みずがめ座
近代の相克
手抜きのための努力
今週のみずがめ座は、山林伐採をする老練な前近代労働者のごとし。あるいは、きめ細やかに休息を織り込んだ労働を心がけていくような星回り。
まだ日常生活を当たり前に過ごせていた頃の、忙しそうに働いていた会社員を振り返ってみると、次々に書類に手を付けては片付け、電話に応対し、会議をこなしてゆく一方で、その間にタバコに火をつけ、お茶を一杯のみ、「やれやれ」とか何とか言って椅子に坐り直したり、クルクルと回転したり、スマホを開いたり、同僚に軽口を叩いたり、別の課にちょっかいをかけに行ったりしていたはず。
こうした精神健康を維持しようとする傾向は、近代化する以前の労働者たちにおいては、ある種の熟練技として昇華されており、例えば山林伐採に従事する者であれば、ほとんど禁欲的なほど小さな歩幅で山道をゆっくり登り、水分補給や食休みを充分にとって、仲間同士の世間話や会話をたいそう大事にし、大抵は最後まで汗をかくことなく仕事を終えて山を下っていったものだそうです。
翻って、現代人は休息も、迂回もほとんど取らないで、弾丸のように山を上り下りしようとする人が多かったり、見とがめられることを恐れるあまり、「ささやかな遊び」や「ひそやかな楽しみ」を労働に取り入れることがいつまでも下手な人が少なくないように思います。

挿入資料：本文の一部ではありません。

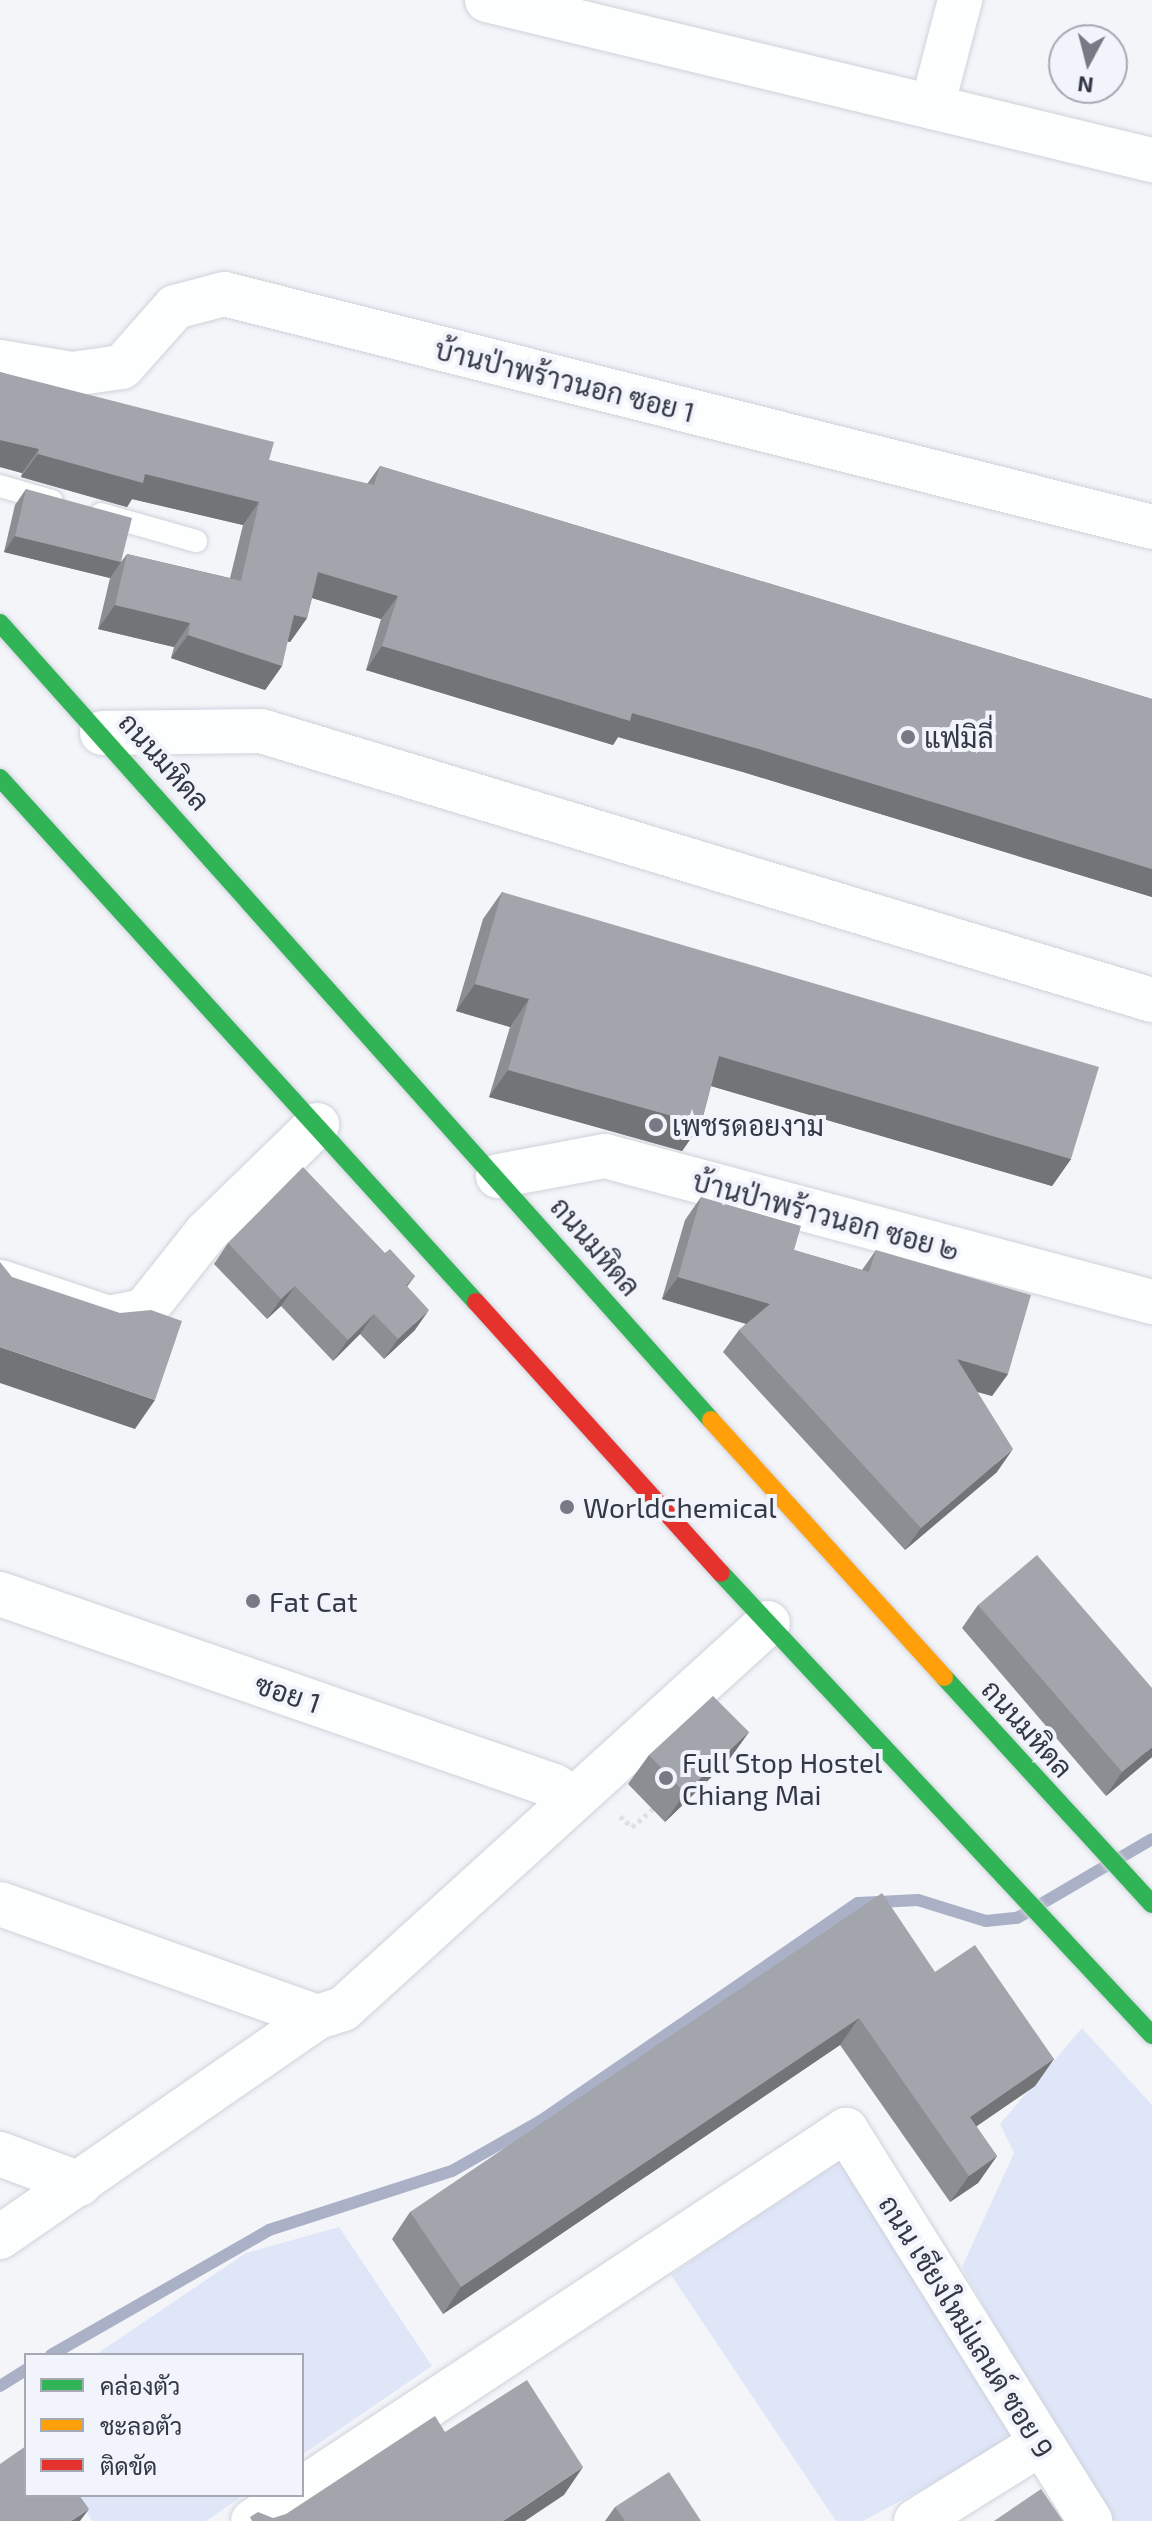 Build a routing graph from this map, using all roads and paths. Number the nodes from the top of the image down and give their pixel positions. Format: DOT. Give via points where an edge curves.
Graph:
graph roads {
  1 [pos="487,0"];
  2 [pos="960,0"];
  3 [pos="932,107"];
  4 [pos="1152,160"];
  5 [pos="0,362"];
  6 [pos="0,486"];
  7 [pos="1152,527"];
  8 [pos="196,541"];
  9 [pos="0,623"];
  10 [pos="102,733"];
  11 [pos="0,778"];
  12 [pos="1152,1000"];
  13 [pos="317,1125"];
  14 [pos="498,1176"];
  15 [pos="0,1282"];
  16 [pos="1152,1302"];
  17 [pos="0,1594"];
  18 [pos="759,1613"];
  19 [pos="564,1792"];
  20 [pos="0,1904"];
  21 [pos="1152,1904"];
  22 [pos="318,2017"];
  23 [pos="1152,2035"];
  24 [pos="0,2154"];
  25 [pos="80,2184"];
  26 [pos="0,2237"];
  27 [pos="1040,2444"];
  28 [pos="304,2488"];
  29 [pos="290,2497"];
  30 [pos="253,2521"];
  31 [pos="916,2521"];
  32 [pos="1090,2521"];
  1 -- 3 [label="street"];
  2 -- 3 [label="street"];
  3 -- 4 [label="street"];
  5 -- 7 [label="street, บ้านป่าพร้าวนอก ซอย 1" via="72,374 122,367 175,307 224,294"];
  6 -- 8 [label="lane"];
  9 -- 10 [label="main road, ถนนมหิดล"];
  10 -- 12 [label="street" via="261,731"];
  10 -- 14 [label="main road, ถนนมหิดล"];
  11 -- 13 [label="main road"];
  13 -- 15 [label="street" via="206,1233 144,1311 108,1318"];
  13 -- 18 [label="main road"];
  14 -- 16 [label="street, บ้านป่าพร้าวนอก ซอย ๒" via="605,1156"];
  14 -- 21 [label="main road, ถนนมหิดล"];
  17 -- 19 [label="street, ซอย 1"];
  18 -- 19 [label="street"];
  18 -- 23 [label="main road"];
  19 -- 22 [label="street" via="325,1997"];
  20 -- 22 [label="street"];
  22 -- 25 [label="street"];
  24 -- 25 [label="street"];
  25 -- 26 [label="street"];
  27 -- 28 [label="street, ถนน เชียงใหม่แลนด์ ซอย 9" via="846,2130"];
  27 -- 31 [label="street"];
  27 -- 32 [label="street, ถนน เชียงใหม่แลนด์ ซอย 9"];
  29 -- 30 [label="street"];
}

その意味で、4月9日にみずがめ座から数えて「健康」を意味する6番目のかに座で上弦の月を迎えていく今週のあなたもまた、心身を破壊するような無茶な働き方や生活習慣からいかに脱していけるかということに取り組んでみるといいでしょう。
「うまくいく」ためのちょうど良さ
親子2代の競馬の騎手であり、叔父や従兄弟にも競馬関係者の多い福永祐一は、馬と騎手との関係について大変興味深いことを述べていました。
いわく、騎手には馬の力を120%にすることなどできない。馬に騎手が乗った時点で、騎手は馬に対してマイナスにしか作用しない。だから、騎手にできることは、そのマイナスをできるかぎり少なくすることなのだと。
その際、大切になってくるのは馬に対する騎手の姿勢や乗馬フォームであって、馬の運動にあわせた体重移動をその都度その都度調整していくことで、馬にかける負担を少しでも下げていくことでしょう。そして、こうした騎手と馬の関係に言えることは、意識と身体の関係にそのまま適用することができるはず。
今週のみずがめ座もまた、どれだけ身体の負担を少なくしていくことができるか、うまくいくために「ちょうどいい」配置や距離や関係を追求してみるべし。